Class I antiarrhythmic drugs
General information
Class I drugs have defined therapeutic ranges and generally dose-dependent toxicity. As a general principle therapeutic drug monitoring is required and should be based on predose trough levels after allowing five half-lives to achieve steady state (where a loading dose is not required). These drugs are toxic and require specialist supervision.
Class IA drugs
Class IA drugs include disopyramide. These drugs have anticholinergic and negative inotropic activity. There is wide interpatient variability in the dose required to achieve therapeutic plasma concentrations. They can produce proarrhythmic complications by slowing conduction and by promoting oscillatory behaviour of the action potential associated with delayed repolarisation, giving rise to a form of polymorphic ventricular tachycardia referred to as torsades de pointes. This is particularly of concern with disopyramide, where the tendency to produce this effect may be more marked at lower rather than higher concentrations, with clinical reports occurring below or at the lower end of the therapeutic range. Torsades de pointes is therefore seen most commonly in susceptible individuals at the commencement of therapy or after therapy has been ceased and the blood level is falling.
Class IB drugs
Class IB drugs include lignocaine and mexiletine.

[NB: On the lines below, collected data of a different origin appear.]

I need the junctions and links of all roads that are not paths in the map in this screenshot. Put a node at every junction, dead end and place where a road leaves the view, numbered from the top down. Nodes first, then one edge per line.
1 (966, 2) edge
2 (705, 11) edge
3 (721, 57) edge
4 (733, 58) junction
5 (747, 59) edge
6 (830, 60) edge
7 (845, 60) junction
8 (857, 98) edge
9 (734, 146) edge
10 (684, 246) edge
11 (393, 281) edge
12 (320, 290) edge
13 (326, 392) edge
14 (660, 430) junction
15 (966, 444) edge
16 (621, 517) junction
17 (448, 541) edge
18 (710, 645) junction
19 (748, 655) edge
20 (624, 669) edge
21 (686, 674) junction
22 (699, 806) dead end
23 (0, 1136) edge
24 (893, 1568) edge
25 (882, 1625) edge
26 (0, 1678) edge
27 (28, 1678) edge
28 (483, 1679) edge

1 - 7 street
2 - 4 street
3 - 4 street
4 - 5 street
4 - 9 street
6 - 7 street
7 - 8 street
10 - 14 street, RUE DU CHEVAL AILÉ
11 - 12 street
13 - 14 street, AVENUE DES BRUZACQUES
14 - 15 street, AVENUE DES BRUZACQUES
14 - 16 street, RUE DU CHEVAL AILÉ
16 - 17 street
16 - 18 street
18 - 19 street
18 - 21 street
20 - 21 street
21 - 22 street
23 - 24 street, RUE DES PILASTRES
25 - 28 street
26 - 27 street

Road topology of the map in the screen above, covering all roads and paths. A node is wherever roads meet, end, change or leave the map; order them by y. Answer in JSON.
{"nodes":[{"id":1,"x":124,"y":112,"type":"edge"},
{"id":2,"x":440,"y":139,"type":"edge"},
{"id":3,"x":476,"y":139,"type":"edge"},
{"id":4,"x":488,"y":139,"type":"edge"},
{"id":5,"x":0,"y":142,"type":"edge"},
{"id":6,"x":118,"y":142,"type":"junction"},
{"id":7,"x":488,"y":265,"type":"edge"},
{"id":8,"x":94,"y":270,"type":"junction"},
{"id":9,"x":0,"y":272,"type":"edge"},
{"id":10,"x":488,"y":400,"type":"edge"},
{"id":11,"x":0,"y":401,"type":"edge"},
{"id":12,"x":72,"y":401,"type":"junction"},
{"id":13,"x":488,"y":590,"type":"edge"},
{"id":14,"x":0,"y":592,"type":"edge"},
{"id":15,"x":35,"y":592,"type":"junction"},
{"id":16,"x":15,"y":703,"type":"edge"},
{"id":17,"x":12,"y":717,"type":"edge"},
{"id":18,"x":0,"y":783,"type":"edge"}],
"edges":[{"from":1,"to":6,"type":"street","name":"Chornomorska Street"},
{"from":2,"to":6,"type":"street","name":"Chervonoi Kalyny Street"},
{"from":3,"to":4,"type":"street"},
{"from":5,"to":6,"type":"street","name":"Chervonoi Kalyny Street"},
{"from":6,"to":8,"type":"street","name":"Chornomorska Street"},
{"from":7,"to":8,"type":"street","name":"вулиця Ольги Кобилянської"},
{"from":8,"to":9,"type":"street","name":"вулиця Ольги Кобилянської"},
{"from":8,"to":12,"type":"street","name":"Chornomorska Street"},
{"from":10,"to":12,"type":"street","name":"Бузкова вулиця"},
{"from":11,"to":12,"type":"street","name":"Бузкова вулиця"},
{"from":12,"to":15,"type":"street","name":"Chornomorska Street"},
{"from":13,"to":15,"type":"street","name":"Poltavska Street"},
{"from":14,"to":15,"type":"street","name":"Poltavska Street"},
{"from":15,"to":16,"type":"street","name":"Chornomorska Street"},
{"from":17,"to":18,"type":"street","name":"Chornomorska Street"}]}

Lignocaine has a short half-life of approximately 2 hours and is given intravenously. It has two active metabolites that contribute to the central nervous system toxicity seen with lignocaine (headache, dizziness, drowsiness, mental changes, paraesthesia [often perioral] and visual disturbances). Toxicity increases in patients with reduced liver blood flow due to heart failure or to other drug therapy such as the beta blockers.
Lignocaine is also used in the management of neuropathic pain and as a local anaesthetic
Mexiletine is structurally similar to lignocaine but can be given orally. It shares a similar adverse effect profile to lignocaine but also has gastrointestinal effects.
Mexiletine is also used in the management of neuropathic pain
Both drugs are capable of producing proarrhythmic complications.
Class IC drugs
Flecainide is a class IC drug. It causes marked depression of cardiac conduction and contractility and is proarrhythmic. It should not be used in the presence of significant left ventricular dysfunction or myocardial ischaemia.
Flecainide is also used in the management of neuropathic pain. Consultation with a palliative care specialist, a pain physician, or a pain clinic is strongly recommended before using antiarrhythmic drugs for pain management.